Since then, the machine-learning part of the Google algorithm has integrated more fully into the core algorithm. Its user behavior metrics like dwell time, bounce rate, click-through rate, and anticipation could have led to streamlining of the SERP. It has integrated so completely into the Google Algorithm that it’s almost impossible to divorce the two for a controlled experiment.

There are hundreds of Google ranking factors, and dozens are related to user behavior. Most of these behavioral factors were in place long before RankBrain.

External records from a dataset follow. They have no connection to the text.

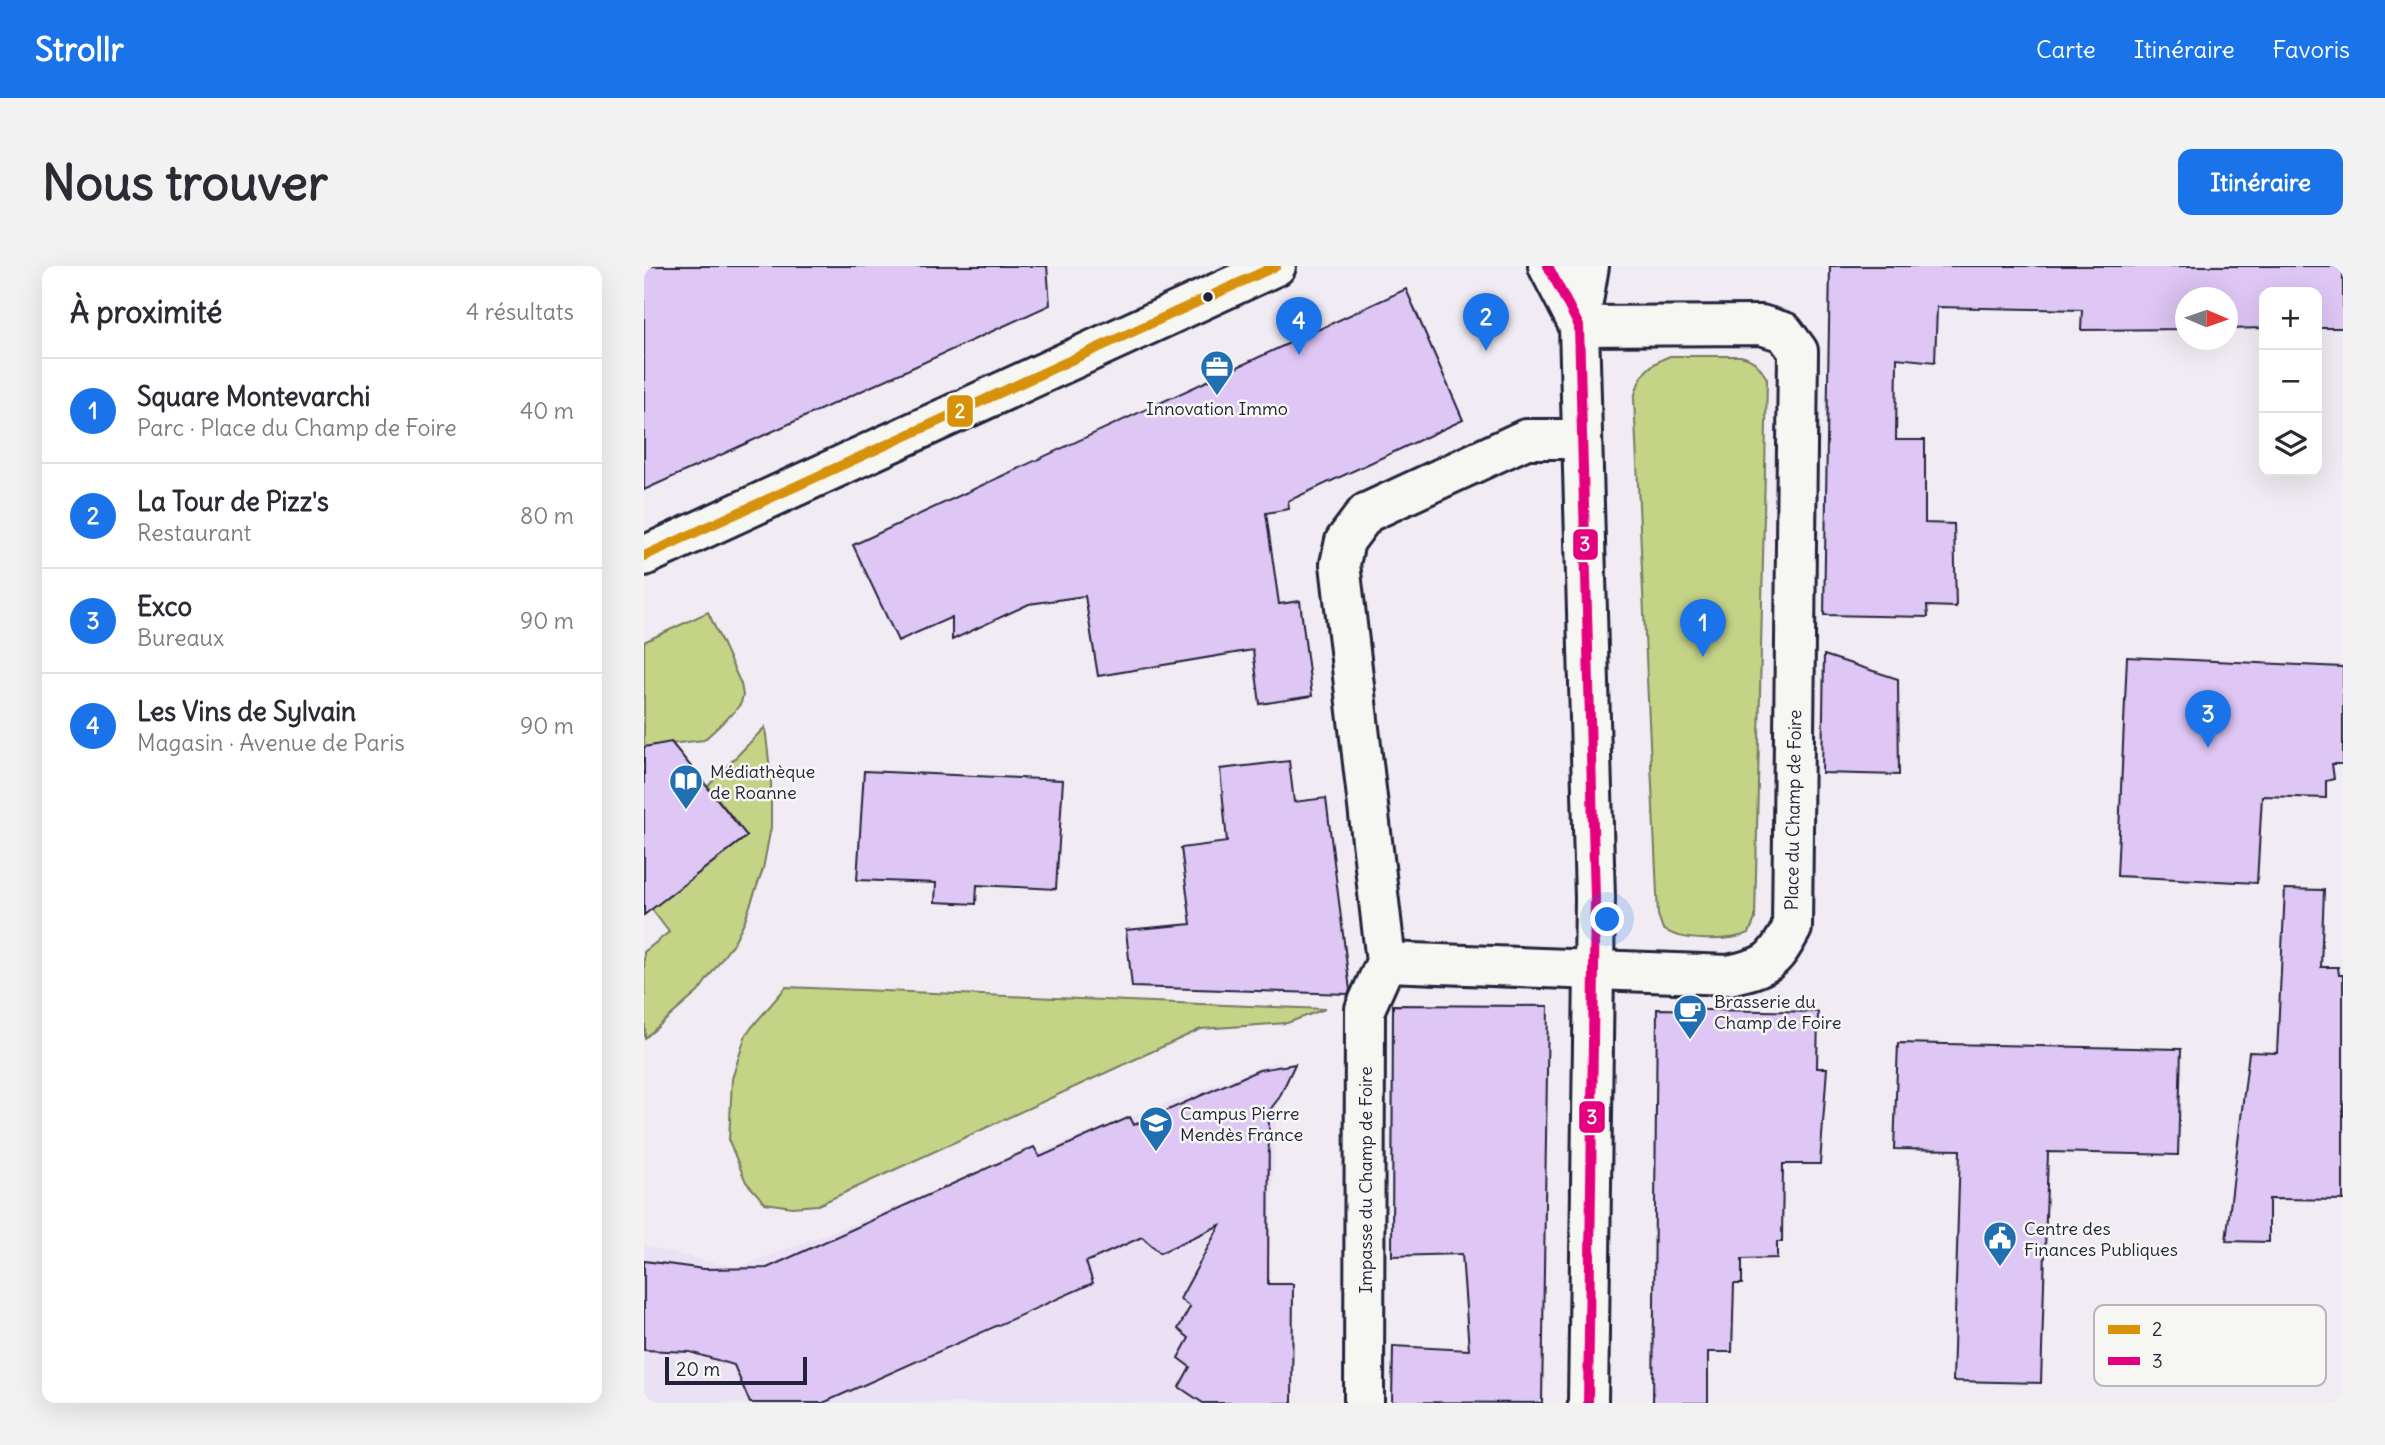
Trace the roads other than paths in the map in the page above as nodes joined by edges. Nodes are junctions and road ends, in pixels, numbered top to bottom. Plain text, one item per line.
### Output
1 (1276, 266) edge
2 (1548, 266) edge
3 (1589, 266) edge
4 (1579, 326) junction
5 (1581, 439) junction
6 (644, 556) edge
7 (1386, 962) junction
8 (1595, 971) junction
9 (1364, 1403) edge
10 (1588, 1403) edge

1 - 6 street
2 - 4 street
3 - 4 street
4 - 5 street
4 - 8 street, Place du Champ de Foire
5 - 7 street
5 - 8 street
7 - 8 street, Place du Champ de Foire
7 - 9 street, Impasse du Champ de Foire
8 - 10 street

We can safely assume it’s a huge part of ranking, but it’s hard to prove definitively what effect it’s had in 2018.

Shame on me for making a vague prediction!

3.Voice Search Expansion & Mobile Index Launch: A

Nailed it!

Voice search has definitely become way more popular, and the mobile index finally launched.

Enough said!

4.The Nature of Ranking Will Change: C+

This is a complicated one. Though organic ranking has definitely changed, with organic results sinking further down the SERP, there are still tremendous advantages to being the #1 result for relevant queries. For example, higher ranking results have a much higher chance of being included in the featured snippet, or earning a great linkback.

Ranking #1 in organic is still a great place to be, but not as great as it was before the SERP changed.

I got it semi-correct.

5. Content Experience Will Get More Important: B

Generally true. Also vague.

In 2018, I certainly stressed the importance of video, visual, engagement, and user behavioral queues. Though I stand by these claims, I may have overstated their importance. An authoritative all-text blog can perform very, very well.

I got it right, but overstated it. Maybe I was just excited about more immersive content!